◆ **Goal of the exercise**
Copy each line below in which the string "Pine" occurs.

◆ **Provided information**
=== Begin Enclosure ===
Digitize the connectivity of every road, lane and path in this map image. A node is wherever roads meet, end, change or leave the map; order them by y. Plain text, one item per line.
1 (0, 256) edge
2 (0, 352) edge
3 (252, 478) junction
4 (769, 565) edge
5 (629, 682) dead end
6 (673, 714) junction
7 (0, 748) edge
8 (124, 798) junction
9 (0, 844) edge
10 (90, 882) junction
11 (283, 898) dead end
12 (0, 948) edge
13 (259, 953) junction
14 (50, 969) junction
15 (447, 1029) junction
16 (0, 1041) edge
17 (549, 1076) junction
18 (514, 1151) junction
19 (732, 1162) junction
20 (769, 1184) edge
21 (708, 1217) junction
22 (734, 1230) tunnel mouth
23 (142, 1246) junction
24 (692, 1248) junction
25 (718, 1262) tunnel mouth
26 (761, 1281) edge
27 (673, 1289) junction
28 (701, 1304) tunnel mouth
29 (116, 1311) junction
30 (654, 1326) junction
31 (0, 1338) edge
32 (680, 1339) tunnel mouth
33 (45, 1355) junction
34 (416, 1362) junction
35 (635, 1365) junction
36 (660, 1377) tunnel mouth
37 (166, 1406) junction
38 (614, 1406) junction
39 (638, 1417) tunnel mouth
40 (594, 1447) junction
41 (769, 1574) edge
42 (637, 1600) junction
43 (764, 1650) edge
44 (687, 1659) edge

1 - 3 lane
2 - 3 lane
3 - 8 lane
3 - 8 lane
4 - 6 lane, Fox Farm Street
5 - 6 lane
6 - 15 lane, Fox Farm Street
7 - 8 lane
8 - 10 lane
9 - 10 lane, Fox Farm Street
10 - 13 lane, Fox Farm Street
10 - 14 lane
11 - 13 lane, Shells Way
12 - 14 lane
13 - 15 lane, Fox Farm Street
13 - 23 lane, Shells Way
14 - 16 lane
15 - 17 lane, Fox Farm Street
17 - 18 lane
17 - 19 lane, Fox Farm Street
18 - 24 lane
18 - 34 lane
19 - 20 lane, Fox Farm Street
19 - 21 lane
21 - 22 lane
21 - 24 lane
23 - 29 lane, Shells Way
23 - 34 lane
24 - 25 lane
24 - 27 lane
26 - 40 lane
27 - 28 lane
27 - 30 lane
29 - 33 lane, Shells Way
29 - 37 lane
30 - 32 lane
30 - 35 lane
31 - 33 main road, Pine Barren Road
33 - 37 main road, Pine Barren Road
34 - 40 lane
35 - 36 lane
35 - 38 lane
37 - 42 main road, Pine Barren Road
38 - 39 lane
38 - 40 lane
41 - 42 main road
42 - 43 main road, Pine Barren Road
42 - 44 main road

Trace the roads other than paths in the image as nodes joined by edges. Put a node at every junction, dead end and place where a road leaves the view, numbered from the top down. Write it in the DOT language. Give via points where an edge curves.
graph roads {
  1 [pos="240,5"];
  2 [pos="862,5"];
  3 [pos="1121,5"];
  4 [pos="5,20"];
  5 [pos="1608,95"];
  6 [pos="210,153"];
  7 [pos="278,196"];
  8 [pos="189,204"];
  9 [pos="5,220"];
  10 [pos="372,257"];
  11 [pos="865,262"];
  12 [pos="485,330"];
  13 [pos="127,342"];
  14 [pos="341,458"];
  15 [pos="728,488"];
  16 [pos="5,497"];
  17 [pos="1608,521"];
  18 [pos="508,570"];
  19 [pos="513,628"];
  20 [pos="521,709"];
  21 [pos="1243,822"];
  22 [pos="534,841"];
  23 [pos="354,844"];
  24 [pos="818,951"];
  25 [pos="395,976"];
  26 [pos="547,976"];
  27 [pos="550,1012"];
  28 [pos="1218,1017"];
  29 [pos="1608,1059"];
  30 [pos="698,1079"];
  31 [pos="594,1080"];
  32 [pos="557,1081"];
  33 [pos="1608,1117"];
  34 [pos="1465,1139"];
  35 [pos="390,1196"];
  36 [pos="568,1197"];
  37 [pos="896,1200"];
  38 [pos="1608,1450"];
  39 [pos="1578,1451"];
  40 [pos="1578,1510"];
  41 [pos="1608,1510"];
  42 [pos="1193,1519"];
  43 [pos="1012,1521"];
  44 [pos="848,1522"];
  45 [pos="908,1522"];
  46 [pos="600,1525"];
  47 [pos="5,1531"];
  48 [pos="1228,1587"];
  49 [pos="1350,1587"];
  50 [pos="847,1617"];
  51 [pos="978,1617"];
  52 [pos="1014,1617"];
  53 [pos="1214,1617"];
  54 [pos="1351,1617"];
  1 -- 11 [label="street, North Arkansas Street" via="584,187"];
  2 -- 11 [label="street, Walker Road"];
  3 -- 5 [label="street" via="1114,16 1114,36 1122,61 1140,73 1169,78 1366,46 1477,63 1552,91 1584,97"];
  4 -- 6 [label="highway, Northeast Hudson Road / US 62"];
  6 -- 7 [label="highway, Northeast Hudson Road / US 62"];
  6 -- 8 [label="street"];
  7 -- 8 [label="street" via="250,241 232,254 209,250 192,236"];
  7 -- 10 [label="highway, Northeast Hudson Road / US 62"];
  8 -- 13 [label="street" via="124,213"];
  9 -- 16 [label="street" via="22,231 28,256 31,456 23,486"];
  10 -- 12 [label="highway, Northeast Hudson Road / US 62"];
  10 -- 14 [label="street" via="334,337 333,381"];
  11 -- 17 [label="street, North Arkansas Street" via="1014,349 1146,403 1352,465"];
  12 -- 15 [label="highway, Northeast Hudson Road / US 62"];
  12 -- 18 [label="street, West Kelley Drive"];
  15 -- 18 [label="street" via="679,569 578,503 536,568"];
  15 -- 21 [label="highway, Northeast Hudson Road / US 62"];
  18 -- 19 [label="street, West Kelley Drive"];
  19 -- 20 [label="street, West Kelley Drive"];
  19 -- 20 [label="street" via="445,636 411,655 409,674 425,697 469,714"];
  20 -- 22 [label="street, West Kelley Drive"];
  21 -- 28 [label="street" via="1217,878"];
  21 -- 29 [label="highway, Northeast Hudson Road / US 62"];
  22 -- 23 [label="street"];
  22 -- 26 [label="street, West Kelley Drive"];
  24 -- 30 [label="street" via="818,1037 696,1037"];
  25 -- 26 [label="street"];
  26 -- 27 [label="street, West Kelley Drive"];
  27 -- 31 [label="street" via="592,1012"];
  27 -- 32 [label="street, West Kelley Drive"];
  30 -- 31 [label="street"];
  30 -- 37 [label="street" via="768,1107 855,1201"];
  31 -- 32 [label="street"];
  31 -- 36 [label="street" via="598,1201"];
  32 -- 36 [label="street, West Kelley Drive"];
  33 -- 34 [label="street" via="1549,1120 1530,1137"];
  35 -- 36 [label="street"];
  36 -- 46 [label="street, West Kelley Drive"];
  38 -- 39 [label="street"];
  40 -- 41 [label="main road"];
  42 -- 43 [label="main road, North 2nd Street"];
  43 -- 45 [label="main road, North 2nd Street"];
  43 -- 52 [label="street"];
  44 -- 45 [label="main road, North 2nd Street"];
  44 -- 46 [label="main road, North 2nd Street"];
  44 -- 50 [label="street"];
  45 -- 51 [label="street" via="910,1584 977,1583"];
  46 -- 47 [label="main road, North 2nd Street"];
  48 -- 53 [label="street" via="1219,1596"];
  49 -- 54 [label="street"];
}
=== End Enclosure ===
◆ **Final answer**
31 - 33 main road, Pine Barren Road
33 - 37 main road, Pine Barren Road
37 - 42 main road, Pine Barren Road
42 - 43 main road, Pine Barren Road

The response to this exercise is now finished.